OLYMPIA – The lower Columbia River will remain closed to steelhead fishing until further notice to avoid the incidental catch of protected upriver spring chinook salmon, fishery managers from Washington and Oregon announced today.
The announcement effectively delays a fishery for hatchery steelhead scheduled to open May 16 from the Interstate 5 Bridge downriver to the Rocky Point/Tongue Point line a few miles east of Astoria.
The steelhead closure could extend as late as June 15, unless returns of upriver spring chinook begin to pick up, said Cindy LeFleur, WDFW Columbia River policy coordinator.
“With returns of upriver spring chinook falling far short of expectations, we need to do everything we can to conserve protected runs,” she said. “At this point, that means some fisheries that have only an incidental impact on upriver chinook will be affected.”
That also includes commercial salmon fisheries at Youngs Bay, Blind Slough, Tongue Point and Deep River, which were delayed for a week by today’s action. Although those fisheries primarily target chinook salmon returning to lower Columbia River tributaries, they do intercept some upriver fish, LeFleur said.
Today’s announcement follows a decision by WDFW late last week to close the last remaining spring chinook fisheries on the Snake and mid-Columbia rivers a month early. Columbia River treaty tribes also agreed to close all mainstem spring chinook fisheries, effective May 11, in response to the run shortfall.
LeFleur said the closures were triggered by an updated spring chinook run forecast of 180,000, down from 269,300 fish initially projected by fishery managers from Washington and Oregon, she said.
“Before today’s action, we took a close look at the weekend fish counts at Bonneville Dam, but they weren’t encouraging,” LeFleur said. “At this point, the updated projection of 180,000 fish probably reflects the upper range of the run.”

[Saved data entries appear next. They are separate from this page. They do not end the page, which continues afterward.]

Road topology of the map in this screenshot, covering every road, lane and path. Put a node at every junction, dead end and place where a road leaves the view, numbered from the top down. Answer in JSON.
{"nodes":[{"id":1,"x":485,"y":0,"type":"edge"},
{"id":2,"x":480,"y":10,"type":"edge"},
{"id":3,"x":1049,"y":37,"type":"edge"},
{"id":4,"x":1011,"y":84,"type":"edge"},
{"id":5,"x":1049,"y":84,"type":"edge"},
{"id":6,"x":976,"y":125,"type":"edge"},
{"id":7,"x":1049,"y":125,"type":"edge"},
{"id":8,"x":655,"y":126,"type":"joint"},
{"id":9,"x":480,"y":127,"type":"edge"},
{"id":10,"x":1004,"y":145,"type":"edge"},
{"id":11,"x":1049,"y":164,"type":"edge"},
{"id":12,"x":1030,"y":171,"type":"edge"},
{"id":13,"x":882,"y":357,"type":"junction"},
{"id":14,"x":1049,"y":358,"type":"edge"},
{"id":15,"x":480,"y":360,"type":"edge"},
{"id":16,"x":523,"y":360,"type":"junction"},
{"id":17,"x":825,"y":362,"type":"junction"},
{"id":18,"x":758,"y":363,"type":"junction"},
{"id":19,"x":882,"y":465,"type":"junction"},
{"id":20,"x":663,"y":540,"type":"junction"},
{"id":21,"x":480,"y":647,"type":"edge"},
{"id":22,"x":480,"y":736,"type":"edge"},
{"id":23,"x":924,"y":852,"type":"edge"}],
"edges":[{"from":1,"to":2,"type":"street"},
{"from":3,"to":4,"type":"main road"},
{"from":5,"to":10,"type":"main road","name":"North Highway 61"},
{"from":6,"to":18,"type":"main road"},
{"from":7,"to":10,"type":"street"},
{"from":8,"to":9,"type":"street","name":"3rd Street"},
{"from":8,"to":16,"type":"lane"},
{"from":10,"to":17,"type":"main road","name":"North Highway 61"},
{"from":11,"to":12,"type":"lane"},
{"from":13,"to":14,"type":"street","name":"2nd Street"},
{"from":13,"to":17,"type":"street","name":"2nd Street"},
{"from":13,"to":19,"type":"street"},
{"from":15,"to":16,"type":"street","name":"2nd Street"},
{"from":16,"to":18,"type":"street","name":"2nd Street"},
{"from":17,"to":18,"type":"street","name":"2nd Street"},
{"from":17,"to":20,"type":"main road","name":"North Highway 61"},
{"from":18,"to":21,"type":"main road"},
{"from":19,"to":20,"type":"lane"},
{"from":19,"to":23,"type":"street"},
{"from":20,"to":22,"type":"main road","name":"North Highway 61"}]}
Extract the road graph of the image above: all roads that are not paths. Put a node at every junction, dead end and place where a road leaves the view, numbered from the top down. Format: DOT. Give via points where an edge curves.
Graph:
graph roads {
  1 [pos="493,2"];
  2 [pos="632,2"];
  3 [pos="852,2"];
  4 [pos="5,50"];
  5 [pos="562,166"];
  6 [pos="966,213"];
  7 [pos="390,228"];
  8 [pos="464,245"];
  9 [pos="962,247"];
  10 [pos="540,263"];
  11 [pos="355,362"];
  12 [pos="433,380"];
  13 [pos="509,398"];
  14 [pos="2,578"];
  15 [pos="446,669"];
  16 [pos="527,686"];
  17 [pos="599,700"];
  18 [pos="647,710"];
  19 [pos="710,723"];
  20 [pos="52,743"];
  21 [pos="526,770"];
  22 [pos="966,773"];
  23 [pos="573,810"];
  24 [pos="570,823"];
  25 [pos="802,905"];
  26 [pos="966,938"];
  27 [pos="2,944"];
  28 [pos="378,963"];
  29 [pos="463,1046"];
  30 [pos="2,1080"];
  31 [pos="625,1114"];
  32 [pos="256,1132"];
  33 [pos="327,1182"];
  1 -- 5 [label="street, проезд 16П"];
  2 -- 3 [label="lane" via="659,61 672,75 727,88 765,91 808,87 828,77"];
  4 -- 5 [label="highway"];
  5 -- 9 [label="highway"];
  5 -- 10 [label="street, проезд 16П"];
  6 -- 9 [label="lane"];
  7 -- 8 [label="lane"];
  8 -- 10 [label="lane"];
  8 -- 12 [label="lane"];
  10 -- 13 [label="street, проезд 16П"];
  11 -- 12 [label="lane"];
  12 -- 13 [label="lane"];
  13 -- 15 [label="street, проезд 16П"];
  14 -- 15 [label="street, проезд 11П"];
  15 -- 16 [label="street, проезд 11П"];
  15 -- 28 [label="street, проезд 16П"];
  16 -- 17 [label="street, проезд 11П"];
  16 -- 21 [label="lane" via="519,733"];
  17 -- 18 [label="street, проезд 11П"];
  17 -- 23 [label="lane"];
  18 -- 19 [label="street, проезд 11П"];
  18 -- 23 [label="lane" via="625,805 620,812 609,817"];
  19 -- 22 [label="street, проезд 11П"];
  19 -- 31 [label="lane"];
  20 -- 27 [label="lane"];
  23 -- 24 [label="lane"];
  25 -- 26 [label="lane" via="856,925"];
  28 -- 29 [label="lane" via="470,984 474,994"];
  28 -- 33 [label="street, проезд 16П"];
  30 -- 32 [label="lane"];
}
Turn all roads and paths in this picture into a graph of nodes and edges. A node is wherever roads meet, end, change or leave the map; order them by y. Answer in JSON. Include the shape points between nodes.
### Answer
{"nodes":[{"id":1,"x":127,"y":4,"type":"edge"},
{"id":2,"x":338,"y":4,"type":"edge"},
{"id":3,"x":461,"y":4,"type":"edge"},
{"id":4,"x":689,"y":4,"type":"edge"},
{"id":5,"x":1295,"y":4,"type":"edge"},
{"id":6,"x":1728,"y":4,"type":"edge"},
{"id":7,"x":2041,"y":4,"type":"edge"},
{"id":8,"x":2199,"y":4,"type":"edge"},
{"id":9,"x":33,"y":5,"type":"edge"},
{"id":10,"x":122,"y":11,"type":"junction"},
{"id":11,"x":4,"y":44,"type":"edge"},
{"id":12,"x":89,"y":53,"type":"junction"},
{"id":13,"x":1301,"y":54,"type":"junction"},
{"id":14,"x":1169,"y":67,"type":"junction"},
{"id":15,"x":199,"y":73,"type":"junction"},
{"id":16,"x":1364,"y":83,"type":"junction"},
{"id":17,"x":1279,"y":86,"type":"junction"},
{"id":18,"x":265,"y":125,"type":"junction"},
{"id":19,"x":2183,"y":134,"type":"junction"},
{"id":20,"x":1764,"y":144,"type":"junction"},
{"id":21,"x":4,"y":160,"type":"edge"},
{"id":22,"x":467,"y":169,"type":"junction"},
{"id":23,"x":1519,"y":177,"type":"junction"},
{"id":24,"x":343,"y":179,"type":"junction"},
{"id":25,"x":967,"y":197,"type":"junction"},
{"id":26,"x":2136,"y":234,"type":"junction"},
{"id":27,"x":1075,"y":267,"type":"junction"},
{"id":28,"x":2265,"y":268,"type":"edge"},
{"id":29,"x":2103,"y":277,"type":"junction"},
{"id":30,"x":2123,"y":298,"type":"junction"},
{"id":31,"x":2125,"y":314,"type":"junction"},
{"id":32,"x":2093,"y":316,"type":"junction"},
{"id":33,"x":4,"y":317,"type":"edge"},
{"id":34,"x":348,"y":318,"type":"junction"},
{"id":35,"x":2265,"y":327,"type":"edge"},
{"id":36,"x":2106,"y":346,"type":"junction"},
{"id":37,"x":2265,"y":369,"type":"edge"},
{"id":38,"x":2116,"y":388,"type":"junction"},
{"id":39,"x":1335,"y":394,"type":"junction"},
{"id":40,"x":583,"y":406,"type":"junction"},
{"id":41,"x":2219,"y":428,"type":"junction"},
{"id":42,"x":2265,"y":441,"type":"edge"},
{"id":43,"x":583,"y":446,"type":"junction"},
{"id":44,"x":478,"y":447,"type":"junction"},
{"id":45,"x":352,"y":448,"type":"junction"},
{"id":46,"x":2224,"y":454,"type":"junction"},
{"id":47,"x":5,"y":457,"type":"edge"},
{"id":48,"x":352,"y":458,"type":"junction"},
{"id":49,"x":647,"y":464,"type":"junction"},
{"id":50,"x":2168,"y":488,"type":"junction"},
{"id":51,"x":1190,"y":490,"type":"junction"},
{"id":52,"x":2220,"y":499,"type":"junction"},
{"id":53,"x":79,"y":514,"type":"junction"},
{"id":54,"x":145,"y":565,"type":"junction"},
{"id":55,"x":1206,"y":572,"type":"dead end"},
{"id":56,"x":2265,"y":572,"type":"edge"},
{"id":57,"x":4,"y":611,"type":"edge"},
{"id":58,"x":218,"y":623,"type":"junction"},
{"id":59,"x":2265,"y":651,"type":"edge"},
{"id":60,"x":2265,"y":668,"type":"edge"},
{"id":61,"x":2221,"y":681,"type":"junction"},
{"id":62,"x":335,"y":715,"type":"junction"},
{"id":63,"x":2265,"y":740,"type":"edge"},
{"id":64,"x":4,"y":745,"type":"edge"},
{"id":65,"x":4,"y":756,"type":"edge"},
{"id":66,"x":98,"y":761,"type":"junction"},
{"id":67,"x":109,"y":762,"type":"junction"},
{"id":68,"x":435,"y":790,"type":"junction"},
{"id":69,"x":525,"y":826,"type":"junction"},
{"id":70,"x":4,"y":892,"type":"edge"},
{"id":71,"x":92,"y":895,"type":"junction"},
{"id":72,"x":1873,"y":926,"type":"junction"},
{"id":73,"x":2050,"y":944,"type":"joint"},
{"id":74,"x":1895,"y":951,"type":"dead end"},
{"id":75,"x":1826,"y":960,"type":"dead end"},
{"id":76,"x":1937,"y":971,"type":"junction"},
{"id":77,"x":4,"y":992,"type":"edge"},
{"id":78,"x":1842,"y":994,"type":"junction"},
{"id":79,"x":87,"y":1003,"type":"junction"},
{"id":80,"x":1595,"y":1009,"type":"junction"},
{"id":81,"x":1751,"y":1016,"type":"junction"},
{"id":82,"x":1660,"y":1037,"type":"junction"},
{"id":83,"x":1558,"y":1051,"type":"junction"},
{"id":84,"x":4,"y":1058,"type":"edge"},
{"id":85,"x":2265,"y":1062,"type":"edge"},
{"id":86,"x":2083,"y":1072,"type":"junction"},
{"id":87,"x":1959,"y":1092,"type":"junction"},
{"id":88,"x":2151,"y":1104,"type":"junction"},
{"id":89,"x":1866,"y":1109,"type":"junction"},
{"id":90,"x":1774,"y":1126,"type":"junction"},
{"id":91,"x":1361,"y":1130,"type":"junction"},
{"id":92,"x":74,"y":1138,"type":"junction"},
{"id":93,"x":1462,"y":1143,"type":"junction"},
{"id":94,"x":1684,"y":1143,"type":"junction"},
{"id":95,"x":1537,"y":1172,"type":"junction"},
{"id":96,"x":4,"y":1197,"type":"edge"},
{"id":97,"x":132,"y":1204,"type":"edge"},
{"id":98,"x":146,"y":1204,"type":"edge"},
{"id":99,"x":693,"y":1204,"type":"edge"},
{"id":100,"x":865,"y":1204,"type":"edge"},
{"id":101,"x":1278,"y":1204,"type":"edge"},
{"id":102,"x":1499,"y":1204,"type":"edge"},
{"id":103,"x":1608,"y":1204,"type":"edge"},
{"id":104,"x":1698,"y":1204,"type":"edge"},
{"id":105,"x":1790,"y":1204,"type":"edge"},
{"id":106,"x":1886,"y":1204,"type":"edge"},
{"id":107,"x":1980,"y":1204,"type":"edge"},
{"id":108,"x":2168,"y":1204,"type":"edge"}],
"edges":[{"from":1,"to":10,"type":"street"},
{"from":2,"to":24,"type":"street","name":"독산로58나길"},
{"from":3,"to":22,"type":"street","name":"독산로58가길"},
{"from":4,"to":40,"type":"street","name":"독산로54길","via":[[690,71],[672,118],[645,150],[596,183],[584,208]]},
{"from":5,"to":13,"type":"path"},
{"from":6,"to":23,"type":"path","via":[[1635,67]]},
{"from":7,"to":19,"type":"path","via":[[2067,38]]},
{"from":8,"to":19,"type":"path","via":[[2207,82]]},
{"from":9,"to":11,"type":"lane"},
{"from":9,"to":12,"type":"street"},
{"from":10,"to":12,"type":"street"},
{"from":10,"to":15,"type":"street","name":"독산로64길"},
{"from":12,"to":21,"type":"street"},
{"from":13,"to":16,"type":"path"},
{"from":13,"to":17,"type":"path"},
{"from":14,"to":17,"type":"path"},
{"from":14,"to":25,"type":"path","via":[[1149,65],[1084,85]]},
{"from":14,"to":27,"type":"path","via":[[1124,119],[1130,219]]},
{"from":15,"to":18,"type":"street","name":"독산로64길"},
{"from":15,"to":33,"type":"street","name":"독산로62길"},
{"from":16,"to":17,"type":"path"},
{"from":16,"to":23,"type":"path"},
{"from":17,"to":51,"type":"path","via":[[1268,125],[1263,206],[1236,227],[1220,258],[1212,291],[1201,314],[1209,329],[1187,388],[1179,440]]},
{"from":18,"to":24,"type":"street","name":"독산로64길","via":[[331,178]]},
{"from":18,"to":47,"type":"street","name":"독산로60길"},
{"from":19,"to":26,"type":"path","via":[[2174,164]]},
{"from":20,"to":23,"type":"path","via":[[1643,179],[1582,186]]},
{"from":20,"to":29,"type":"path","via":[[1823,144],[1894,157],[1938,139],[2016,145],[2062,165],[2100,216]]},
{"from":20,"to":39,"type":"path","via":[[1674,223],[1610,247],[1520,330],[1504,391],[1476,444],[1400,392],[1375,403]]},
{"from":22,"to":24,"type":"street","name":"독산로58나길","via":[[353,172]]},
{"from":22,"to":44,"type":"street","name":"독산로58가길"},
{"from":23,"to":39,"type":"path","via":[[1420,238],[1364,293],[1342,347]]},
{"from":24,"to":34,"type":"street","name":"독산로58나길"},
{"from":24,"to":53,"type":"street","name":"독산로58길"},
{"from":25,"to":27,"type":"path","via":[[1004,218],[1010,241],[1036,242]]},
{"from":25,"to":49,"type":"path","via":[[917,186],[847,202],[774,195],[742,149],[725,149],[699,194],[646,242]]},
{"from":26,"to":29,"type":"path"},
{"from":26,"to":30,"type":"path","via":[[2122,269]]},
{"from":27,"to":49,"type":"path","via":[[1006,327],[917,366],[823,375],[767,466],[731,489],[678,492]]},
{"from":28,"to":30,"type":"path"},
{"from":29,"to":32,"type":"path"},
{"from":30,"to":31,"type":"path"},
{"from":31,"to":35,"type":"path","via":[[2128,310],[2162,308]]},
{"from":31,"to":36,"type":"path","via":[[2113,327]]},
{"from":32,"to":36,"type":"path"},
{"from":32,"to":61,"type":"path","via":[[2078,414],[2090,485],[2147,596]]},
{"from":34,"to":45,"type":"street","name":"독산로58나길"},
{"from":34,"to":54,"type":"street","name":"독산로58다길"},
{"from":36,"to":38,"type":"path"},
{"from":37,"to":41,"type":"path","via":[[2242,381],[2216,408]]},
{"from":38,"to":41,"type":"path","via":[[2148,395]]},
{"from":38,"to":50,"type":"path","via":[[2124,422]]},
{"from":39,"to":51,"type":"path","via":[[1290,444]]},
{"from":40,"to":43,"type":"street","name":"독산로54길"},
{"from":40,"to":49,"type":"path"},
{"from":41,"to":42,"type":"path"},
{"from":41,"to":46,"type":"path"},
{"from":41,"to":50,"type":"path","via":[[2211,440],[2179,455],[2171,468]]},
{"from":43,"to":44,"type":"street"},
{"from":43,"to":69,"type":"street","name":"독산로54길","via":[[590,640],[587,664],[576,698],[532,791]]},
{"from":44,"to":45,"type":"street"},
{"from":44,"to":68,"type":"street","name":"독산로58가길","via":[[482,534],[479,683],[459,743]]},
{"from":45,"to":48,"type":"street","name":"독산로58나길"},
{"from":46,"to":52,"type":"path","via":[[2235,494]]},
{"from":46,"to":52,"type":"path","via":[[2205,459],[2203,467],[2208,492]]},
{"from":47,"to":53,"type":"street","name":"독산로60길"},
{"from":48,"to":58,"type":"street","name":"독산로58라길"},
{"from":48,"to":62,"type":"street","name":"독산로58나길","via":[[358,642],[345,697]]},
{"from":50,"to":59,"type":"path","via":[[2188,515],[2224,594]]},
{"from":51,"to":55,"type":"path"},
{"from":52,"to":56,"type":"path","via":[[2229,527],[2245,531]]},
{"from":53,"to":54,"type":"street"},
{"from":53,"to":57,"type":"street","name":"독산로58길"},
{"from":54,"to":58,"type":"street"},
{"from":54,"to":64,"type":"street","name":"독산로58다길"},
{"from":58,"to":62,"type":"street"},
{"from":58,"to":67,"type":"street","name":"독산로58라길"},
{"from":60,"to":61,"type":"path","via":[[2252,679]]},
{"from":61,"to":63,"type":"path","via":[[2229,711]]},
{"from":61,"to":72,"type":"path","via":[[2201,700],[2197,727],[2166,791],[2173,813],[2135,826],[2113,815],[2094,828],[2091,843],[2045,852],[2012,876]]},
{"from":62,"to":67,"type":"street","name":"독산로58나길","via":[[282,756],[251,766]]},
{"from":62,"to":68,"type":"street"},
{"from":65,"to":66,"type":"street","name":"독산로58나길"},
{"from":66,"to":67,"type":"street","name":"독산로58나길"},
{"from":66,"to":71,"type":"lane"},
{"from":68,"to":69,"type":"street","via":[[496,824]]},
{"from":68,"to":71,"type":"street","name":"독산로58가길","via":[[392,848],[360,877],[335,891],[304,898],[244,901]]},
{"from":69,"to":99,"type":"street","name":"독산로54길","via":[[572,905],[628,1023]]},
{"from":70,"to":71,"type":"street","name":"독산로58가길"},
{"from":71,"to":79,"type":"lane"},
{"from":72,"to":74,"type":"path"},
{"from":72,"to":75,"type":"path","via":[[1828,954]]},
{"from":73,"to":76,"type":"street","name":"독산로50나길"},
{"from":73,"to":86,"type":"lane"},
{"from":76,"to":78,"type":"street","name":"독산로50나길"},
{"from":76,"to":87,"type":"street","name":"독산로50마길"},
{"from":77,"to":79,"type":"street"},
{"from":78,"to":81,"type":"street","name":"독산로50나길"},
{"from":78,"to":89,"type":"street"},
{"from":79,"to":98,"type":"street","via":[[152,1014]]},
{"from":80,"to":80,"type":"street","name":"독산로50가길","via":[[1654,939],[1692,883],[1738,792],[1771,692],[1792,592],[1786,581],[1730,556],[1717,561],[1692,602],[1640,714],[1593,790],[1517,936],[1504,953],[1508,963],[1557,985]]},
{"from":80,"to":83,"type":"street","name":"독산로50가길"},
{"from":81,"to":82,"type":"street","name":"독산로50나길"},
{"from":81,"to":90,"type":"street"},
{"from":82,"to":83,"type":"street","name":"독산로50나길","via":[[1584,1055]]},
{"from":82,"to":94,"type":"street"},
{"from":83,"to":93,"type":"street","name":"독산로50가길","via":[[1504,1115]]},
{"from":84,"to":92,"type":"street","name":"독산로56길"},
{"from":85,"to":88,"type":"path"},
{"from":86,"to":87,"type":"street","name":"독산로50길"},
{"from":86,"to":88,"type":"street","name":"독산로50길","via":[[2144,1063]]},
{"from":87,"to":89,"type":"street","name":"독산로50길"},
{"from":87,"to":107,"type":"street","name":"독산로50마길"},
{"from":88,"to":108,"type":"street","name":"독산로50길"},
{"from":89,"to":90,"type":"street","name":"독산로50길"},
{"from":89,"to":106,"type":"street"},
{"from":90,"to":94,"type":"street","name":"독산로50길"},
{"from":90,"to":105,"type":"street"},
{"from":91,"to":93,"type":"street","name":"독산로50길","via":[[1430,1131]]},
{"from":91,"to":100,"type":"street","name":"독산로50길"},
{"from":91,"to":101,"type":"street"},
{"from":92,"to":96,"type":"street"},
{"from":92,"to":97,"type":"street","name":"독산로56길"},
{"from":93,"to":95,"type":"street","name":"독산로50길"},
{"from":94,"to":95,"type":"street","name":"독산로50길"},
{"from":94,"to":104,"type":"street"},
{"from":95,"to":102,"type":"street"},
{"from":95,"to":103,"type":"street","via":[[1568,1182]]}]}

For updates on the lower Columbia River steelhead season, LeFleur recommends that steelhead anglers check WDFW’s website (http://wdfw.wa.gov/) or call the Fishing Hotline (360-902-2500).
While the opening date remains uncertain, LeFleur said the steelhead season will not get started later than June 16, when most spring chinook salmon have returned to hatcheries or spawning areas.
“At that point, the focus switches to summer chinook,” she said. “We really hope those runs are more encouraging than this year’s spring chinook returns.”